» INSTRUCTIONS TO FOLLOW
Reproduce what is written in the records below exactly, and leave out the images.
══════════════════════════════
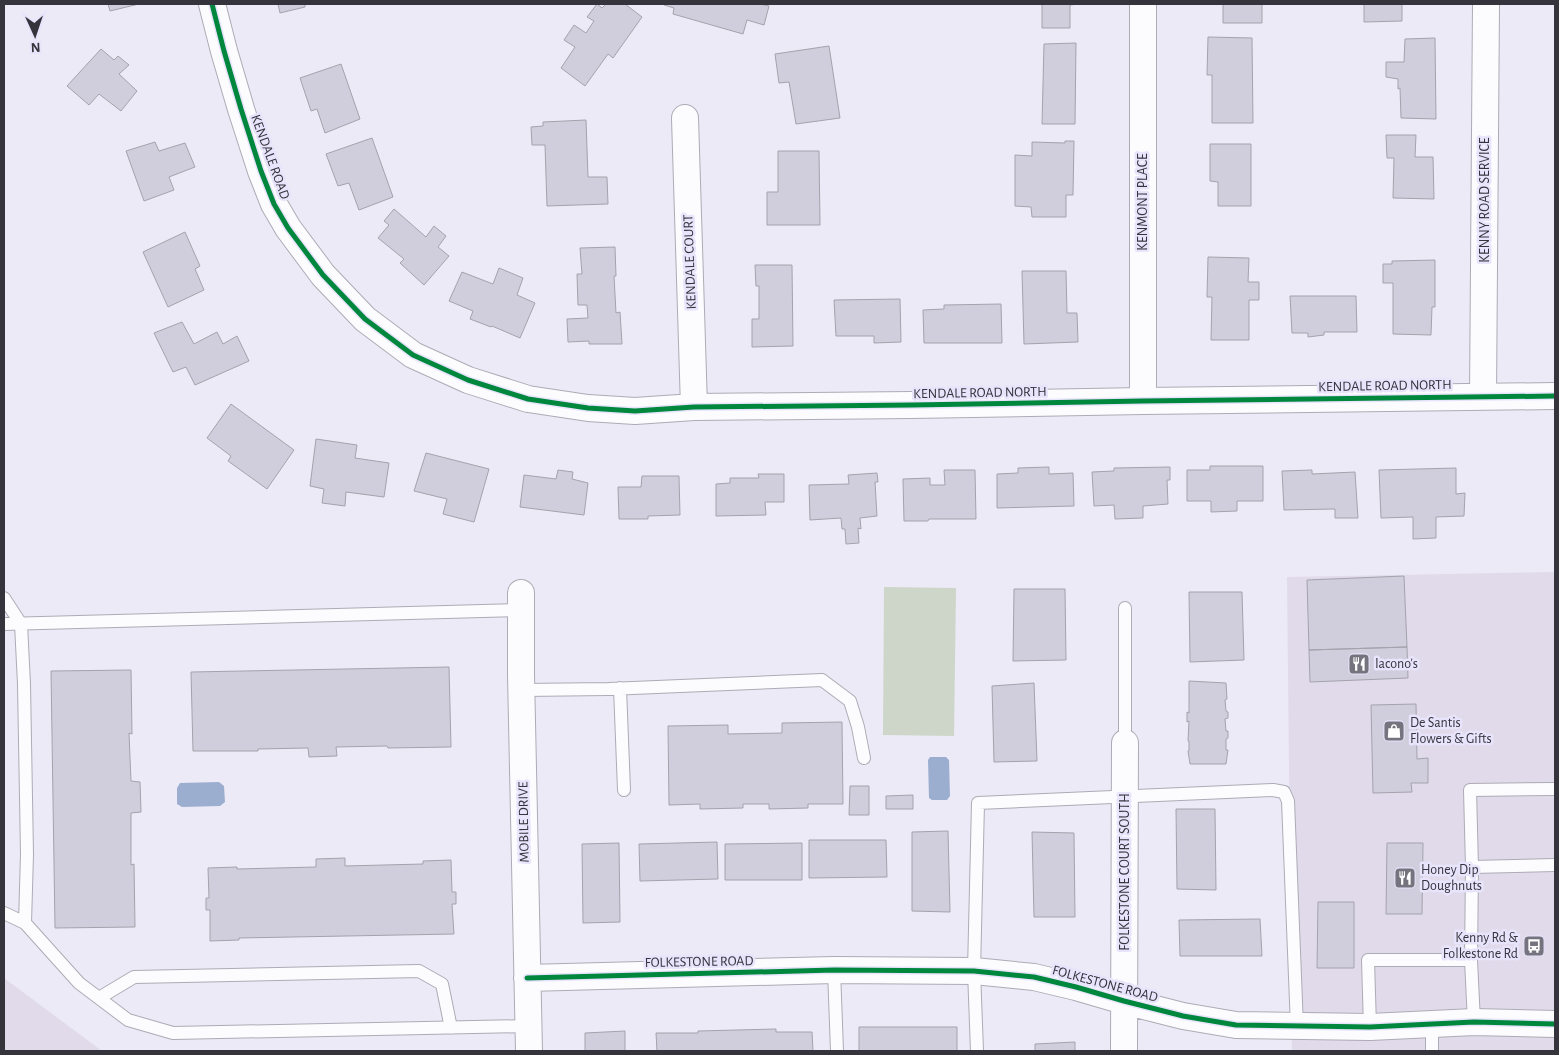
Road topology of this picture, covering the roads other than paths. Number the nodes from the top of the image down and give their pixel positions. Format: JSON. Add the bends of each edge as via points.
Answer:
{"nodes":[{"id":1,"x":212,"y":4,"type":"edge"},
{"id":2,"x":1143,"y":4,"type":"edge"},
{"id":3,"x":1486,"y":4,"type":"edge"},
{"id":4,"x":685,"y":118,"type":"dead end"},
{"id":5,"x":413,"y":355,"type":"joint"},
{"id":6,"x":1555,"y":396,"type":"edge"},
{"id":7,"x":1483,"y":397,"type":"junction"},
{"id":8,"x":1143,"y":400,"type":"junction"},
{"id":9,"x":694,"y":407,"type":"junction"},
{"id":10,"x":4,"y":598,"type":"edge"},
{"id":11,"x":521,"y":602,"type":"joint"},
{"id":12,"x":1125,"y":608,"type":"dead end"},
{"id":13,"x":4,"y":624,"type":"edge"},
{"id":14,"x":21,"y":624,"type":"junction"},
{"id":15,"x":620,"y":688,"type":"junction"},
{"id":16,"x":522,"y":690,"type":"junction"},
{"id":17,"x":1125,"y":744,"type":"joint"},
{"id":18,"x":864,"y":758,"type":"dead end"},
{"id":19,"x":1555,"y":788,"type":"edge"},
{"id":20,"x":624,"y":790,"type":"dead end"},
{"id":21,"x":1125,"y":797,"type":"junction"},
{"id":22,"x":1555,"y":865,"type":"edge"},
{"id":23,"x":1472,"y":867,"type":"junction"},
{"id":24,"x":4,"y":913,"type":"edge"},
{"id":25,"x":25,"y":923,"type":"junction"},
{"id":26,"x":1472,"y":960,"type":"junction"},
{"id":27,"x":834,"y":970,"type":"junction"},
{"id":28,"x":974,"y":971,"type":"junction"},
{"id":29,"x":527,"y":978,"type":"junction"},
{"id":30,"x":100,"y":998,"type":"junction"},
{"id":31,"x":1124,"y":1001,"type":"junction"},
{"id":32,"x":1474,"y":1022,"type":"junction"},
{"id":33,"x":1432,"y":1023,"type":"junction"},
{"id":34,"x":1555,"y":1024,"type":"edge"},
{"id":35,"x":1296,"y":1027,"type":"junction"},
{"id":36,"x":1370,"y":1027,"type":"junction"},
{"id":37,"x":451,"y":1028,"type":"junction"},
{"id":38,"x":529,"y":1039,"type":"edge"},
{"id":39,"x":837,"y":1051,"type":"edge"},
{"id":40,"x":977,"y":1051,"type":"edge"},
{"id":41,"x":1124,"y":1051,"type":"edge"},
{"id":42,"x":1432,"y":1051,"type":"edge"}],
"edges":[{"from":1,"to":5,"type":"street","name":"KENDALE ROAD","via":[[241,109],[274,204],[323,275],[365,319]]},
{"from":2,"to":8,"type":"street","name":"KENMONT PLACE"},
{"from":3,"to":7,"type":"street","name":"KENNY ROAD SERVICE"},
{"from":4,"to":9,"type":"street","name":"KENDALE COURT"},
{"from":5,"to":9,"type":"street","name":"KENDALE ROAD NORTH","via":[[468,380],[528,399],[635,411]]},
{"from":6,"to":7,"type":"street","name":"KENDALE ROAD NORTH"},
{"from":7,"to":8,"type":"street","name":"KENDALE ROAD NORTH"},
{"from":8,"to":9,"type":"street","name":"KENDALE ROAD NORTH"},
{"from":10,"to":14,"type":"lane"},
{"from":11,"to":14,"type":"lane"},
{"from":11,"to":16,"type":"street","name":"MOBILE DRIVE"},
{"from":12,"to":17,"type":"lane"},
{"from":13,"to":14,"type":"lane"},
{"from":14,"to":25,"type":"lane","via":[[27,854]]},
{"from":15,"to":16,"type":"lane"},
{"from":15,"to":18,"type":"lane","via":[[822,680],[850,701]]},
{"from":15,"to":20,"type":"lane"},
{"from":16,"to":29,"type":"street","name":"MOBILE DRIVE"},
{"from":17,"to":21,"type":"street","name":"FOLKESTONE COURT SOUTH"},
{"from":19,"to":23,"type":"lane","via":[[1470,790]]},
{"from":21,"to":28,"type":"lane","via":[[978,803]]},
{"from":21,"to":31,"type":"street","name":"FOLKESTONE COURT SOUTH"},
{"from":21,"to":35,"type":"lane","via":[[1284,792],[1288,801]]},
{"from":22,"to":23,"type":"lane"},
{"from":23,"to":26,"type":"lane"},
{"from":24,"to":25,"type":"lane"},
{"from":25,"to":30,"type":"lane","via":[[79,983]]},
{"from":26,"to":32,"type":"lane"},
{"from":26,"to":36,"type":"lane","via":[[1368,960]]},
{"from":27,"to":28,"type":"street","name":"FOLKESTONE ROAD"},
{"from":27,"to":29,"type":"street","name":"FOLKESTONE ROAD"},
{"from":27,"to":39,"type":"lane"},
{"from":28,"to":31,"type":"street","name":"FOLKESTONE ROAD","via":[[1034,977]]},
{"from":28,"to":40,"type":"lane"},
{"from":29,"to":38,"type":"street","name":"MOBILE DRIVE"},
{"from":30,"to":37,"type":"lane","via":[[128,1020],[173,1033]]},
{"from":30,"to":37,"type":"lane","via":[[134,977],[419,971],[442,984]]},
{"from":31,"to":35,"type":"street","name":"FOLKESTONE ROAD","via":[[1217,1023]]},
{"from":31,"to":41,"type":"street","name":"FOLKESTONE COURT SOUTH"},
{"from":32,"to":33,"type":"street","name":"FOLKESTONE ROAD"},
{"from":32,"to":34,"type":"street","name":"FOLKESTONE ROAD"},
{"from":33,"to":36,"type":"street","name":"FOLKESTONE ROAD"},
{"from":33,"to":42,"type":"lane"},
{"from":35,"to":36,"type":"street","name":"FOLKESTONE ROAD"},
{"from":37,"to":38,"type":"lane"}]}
══════════════════════════════
» EXERCISE RESPONSE
Road topology of this picture, covering the roads other than paths. Number the nodes from the top of the image down and give their pixel positions. Format: JSON. Add the bends of each edge as via points.
Answer:
{"nodes":[{"id":1,"x":212,"y":4,"type":"edge"},
{"id":2,"x":1143,"y":4,"type":"edge"},
{"id":3,"x":1486,"y":4,"type":"edge"},
{"id":4,"x":685,"y":118,"type":"dead end"},
{"id":5,"x":413,"y":355,"type":"joint"},
{"id":6,"x":1555,"y":396,"type":"edge"},
{"id":7,"x":1483,"y":397,"type":"junction"},
{"id":8,"x":1143,"y":400,"type":"junction"},
{"id":9,"x":694,"y":407,"type":"junction"},
{"id":10,"x":4,"y":598,"type":"edge"},
{"id":11,"x":521,"y":602,"type":"joint"},
{"id":12,"x":1125,"y":608,"type":"dead end"},
{"id":13,"x":4,"y":624,"type":"edge"},
{"id":14,"x":21,"y":624,"type":"junction"},
{"id":15,"x":620,"y":688,"type":"junction"},
{"id":16,"x":522,"y":690,"type":"junction"},
{"id":17,"x":1125,"y":744,"type":"joint"},
{"id":18,"x":864,"y":758,"type":"dead end"},
{"id":19,"x":1555,"y":788,"type":"edge"},
{"id":20,"x":624,"y":790,"type":"dead end"},
{"id":21,"x":1125,"y":797,"type":"junction"},
{"id":22,"x":1555,"y":865,"type":"edge"},
{"id":23,"x":1472,"y":867,"type":"junction"},
{"id":24,"x":4,"y":913,"type":"edge"},
{"id":25,"x":25,"y":923,"type":"junction"},
{"id":26,"x":1472,"y":960,"type":"junction"},
{"id":27,"x":834,"y":970,"type":"junction"},
{"id":28,"x":974,"y":971,"type":"junction"},
{"id":29,"x":527,"y":978,"type":"junction"},
{"id":30,"x":100,"y":998,"type":"junction"},
{"id":31,"x":1124,"y":1001,"type":"junction"},
{"id":32,"x":1474,"y":1022,"type":"junction"},
{"id":33,"x":1432,"y":1023,"type":"junction"},
{"id":34,"x":1555,"y":1024,"type":"edge"},
{"id":35,"x":1296,"y":1027,"type":"junction"},
{"id":36,"x":1370,"y":1027,"type":"junction"},
{"id":37,"x":451,"y":1028,"type":"junction"},
{"id":38,"x":529,"y":1039,"type":"edge"},
{"id":39,"x":837,"y":1051,"type":"edge"},
{"id":40,"x":977,"y":1051,"type":"edge"},
{"id":41,"x":1124,"y":1051,"type":"edge"},
{"id":42,"x":1432,"y":1051,"type":"edge"}],
"edges":[{"from":1,"to":5,"type":"street","name":"KENDALE ROAD","via":[[241,109],[274,204],[323,275],[365,319]]},
{"from":2,"to":8,"type":"street","name":"KENMONT PLACE"},
{"from":3,"to":7,"type":"street","name":"KENNY ROAD SERVICE"},
{"from":4,"to":9,"type":"street","name":"KENDALE COURT"},
{"from":5,"to":9,"type":"street","name":"KENDALE ROAD NORTH","via":[[468,380],[528,399],[635,411]]},
{"from":6,"to":7,"type":"street","name":"KENDALE ROAD NORTH"},
{"from":7,"to":8,"type":"street","name":"KENDALE ROAD NORTH"},
{"from":8,"to":9,"type":"street","name":"KENDALE ROAD NORTH"},
{"from":10,"to":14,"type":"lane"},
{"from":11,"to":14,"type":"lane"},
{"from":11,"to":16,"type":"street","name":"MOBILE DRIVE"},
{"from":12,"to":17,"type":"lane"},
{"from":13,"to":14,"type":"lane"},
{"from":14,"to":25,"type":"lane","via":[[27,854]]},
{"from":15,"to":16,"type":"lane"},
{"from":15,"to":18,"type":"lane","via":[[822,680],[850,701]]},
{"from":15,"to":20,"type":"lane"},
{"from":16,"to":29,"type":"street","name":"MOBILE DRIVE"},
{"from":17,"to":21,"type":"street","name":"FOLKESTONE COURT SOUTH"},
{"from":19,"to":23,"type":"lane","via":[[1470,790]]},
{"from":21,"to":28,"type":"lane","via":[[978,803]]},
{"from":21,"to":31,"type":"street","name":"FOLKESTONE COURT SOUTH"},
{"from":21,"to":35,"type":"lane","via":[[1284,792],[1288,801]]},
{"from":22,"to":23,"type":"lane"},
{"from":23,"to":26,"type":"lane"},
{"from":24,"to":25,"type":"lane"},
{"from":25,"to":30,"type":"lane","via":[[79,983]]},
{"from":26,"to":32,"type":"lane"},
{"from":26,"to":36,"type":"lane","via":[[1368,960]]},
{"from":27,"to":28,"type":"street","name":"FOLKESTONE ROAD"},
{"from":27,"to":29,"type":"street","name":"FOLKESTONE ROAD"},
{"from":27,"to":39,"type":"lane"},
{"from":28,"to":31,"type":"street","name":"FOLKESTONE ROAD","via":[[1034,977]]},
{"from":28,"to":40,"type":"lane"},
{"from":29,"to":38,"type":"street","name":"MOBILE DRIVE"},
{"from":30,"to":37,"type":"lane","via":[[128,1020],[173,1033]]},
{"from":30,"to":37,"type":"lane","via":[[134,977],[419,971],[442,984]]},
{"from":31,"to":35,"type":"street","name":"FOLKESTONE ROAD","via":[[1217,1023]]},
{"from":31,"to":41,"type":"street","name":"FOLKESTONE COURT SOUTH"},
{"from":32,"to":33,"type":"street","name":"FOLKESTONE ROAD"},
{"from":32,"to":34,"type":"street","name":"FOLKESTONE ROAD"},
{"from":33,"to":36,"type":"street","name":"FOLKESTONE ROAD"},
{"from":33,"to":42,"type":"lane"},
{"from":35,"to":36,"type":"street","name":"FOLKESTONE ROAD"},
{"from":37,"to":38,"type":"lane"}]}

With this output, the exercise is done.